There was some shuffling of feet, a few inaudible mumbles and a great deal of staring up at the sky or down at the ground or off into space. After a moment John Stewman stepped manfully forward. “Well, Kate, some of us got a little nervous after the bear incident yesterday. And then we heard about what happened to that woman up to the mine—”
“That was thirty miles from here,
” Kate said. Nobody looked convinced. She shook her head and swore tiredly. “I didn’t used to feel this old,” she said, mostly to herself. To Bickford she said pointedly, “I assume that sky crane was to get that hunk of junk out of here once and for all?”
He nodded mutely.
“Good. Call it back. The sooner I see your backsides heading up that trail, the safer I’m going to feel. Mutt!”
There was a rustle at the opposite end of the clearing, and Kate looked around to find an extremely wary Mutt, yellow eyes turned an original shade of magenta, standing at the edge of the clearing in what could only be described as a tentative manner. Generally instinct and training compelled her to protect, but after the last two days Kate didn’t know that she blamed Mutt if her first reflex was to run as far from the homestead as she could get. “It’s okay, girl, it’s safe to come out now.”
Mutt wasn’t entirely convinced, but she did come out of the bushes. Mandy, who had borne the brunt of the pepper spray, she gave a wide berth. “Thanks a lot,” Mandy told her, and gave a convulsive sneeze, which was the signal for first her mother and then her father to follow suit.
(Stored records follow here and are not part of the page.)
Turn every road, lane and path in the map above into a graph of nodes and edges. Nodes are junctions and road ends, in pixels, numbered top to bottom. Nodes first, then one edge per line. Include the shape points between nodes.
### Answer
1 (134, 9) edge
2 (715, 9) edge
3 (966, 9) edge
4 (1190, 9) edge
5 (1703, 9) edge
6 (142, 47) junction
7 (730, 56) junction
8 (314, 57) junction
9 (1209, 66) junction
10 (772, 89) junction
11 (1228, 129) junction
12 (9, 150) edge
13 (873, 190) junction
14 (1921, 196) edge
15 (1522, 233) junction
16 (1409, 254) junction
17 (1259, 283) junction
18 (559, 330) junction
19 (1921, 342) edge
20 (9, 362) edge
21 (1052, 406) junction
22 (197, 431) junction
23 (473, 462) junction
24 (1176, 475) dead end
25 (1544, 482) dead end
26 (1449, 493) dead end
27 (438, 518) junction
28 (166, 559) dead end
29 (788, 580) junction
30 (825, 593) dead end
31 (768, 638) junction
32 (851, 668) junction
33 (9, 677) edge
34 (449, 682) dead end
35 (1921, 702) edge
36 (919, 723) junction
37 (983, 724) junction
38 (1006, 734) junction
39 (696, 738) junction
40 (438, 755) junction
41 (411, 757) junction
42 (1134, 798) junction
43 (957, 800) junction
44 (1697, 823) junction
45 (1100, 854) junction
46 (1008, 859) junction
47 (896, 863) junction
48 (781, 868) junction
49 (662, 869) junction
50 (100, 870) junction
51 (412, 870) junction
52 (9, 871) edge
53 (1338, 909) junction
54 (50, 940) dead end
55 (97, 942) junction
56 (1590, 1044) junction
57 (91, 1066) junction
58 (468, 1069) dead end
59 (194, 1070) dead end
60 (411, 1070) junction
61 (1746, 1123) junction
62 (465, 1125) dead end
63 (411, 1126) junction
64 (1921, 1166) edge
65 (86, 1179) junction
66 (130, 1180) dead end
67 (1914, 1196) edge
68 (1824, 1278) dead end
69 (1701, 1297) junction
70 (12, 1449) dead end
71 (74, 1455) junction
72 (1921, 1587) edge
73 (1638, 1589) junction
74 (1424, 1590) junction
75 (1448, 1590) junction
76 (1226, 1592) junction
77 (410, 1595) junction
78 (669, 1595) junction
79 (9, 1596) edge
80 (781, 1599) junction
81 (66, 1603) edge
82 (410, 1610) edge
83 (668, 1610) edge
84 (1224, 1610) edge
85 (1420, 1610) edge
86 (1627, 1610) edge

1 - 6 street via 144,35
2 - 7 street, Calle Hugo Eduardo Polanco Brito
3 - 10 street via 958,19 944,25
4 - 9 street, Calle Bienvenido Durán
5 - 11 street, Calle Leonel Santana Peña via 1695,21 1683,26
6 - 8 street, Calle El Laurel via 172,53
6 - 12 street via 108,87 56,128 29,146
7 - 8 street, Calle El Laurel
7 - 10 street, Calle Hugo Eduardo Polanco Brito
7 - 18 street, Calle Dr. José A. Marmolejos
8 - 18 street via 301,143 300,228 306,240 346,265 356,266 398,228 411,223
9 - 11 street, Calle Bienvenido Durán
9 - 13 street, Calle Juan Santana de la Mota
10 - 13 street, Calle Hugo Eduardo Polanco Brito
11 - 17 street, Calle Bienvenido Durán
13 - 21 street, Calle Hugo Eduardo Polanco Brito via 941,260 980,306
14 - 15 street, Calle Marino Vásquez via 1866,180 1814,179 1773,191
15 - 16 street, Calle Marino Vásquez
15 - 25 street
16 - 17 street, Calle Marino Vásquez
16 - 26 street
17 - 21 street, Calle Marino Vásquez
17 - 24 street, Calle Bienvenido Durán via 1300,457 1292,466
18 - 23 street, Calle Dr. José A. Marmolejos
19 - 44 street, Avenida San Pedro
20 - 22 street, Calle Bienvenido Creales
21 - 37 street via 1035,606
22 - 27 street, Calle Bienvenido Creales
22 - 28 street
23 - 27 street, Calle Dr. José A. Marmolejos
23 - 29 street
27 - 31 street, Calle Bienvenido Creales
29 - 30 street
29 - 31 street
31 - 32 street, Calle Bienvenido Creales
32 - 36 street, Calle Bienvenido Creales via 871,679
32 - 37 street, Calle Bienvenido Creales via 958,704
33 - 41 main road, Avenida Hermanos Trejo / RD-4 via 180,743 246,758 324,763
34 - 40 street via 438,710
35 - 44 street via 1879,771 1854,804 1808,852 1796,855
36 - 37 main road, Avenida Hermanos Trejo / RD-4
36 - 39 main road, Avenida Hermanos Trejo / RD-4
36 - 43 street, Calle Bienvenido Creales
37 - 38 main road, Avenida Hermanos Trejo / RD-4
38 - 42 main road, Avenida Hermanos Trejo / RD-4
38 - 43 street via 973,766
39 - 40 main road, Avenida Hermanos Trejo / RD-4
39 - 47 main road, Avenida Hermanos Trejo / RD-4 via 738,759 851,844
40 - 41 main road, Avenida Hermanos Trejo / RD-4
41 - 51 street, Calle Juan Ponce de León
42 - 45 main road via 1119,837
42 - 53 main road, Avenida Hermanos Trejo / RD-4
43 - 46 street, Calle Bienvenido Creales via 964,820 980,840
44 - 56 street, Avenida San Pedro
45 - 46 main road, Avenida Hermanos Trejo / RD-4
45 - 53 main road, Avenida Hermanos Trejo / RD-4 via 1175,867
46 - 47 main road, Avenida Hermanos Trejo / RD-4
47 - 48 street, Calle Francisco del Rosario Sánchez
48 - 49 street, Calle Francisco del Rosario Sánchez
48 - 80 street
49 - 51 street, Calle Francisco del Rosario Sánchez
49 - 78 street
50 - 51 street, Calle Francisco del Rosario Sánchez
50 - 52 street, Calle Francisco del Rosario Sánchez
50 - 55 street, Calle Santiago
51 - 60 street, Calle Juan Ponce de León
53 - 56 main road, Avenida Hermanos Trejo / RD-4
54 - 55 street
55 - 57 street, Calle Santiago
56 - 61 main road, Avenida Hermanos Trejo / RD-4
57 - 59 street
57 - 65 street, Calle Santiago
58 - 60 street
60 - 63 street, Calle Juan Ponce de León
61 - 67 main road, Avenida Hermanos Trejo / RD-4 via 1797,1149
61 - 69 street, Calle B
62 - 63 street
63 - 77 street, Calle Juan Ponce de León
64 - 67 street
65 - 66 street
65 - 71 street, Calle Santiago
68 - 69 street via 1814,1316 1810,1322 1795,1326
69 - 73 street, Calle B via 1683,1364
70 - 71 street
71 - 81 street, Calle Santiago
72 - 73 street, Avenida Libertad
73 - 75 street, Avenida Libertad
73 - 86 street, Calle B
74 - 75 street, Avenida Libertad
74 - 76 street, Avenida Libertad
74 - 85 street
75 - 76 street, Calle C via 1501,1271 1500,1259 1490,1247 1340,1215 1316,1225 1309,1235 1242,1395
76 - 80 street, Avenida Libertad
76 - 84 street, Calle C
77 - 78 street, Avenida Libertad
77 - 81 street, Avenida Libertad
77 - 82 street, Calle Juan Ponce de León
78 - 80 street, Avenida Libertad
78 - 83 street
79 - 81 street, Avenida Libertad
“Come on,” Kate said, and led the way into the cabin, where she pumped up a bucket of water into which Mandy immediately immersed her entire head, and emerged snorting and trumpeting like an elephant down at the local mud hole. Kate pumped up another bucket of water and Mandy’s parents made do with a more refined rinse. Kate simply stood at the sink, head beneath the spout, and pumped. She wrung out her hair and groped for a towel. Head wrapped in a turban, she blinked at the room. Mandy had replaced the rifle in its rack over the door. The rest of the cabin looked much as she had left it. Lucky for the NTSB.
Mr. Baker had dried off and gone back outside, and through the kitchen window Kate could see him standing next to Kevin Bickford, who had his Earlybird cap pulled low over eyes that were darting nervously back and forth. The Sikorsky was back, and they were watching the sling being maneuvered around the engine. Kate just hoped the corpse didn’t disintegrate when they tried to lift it into the air.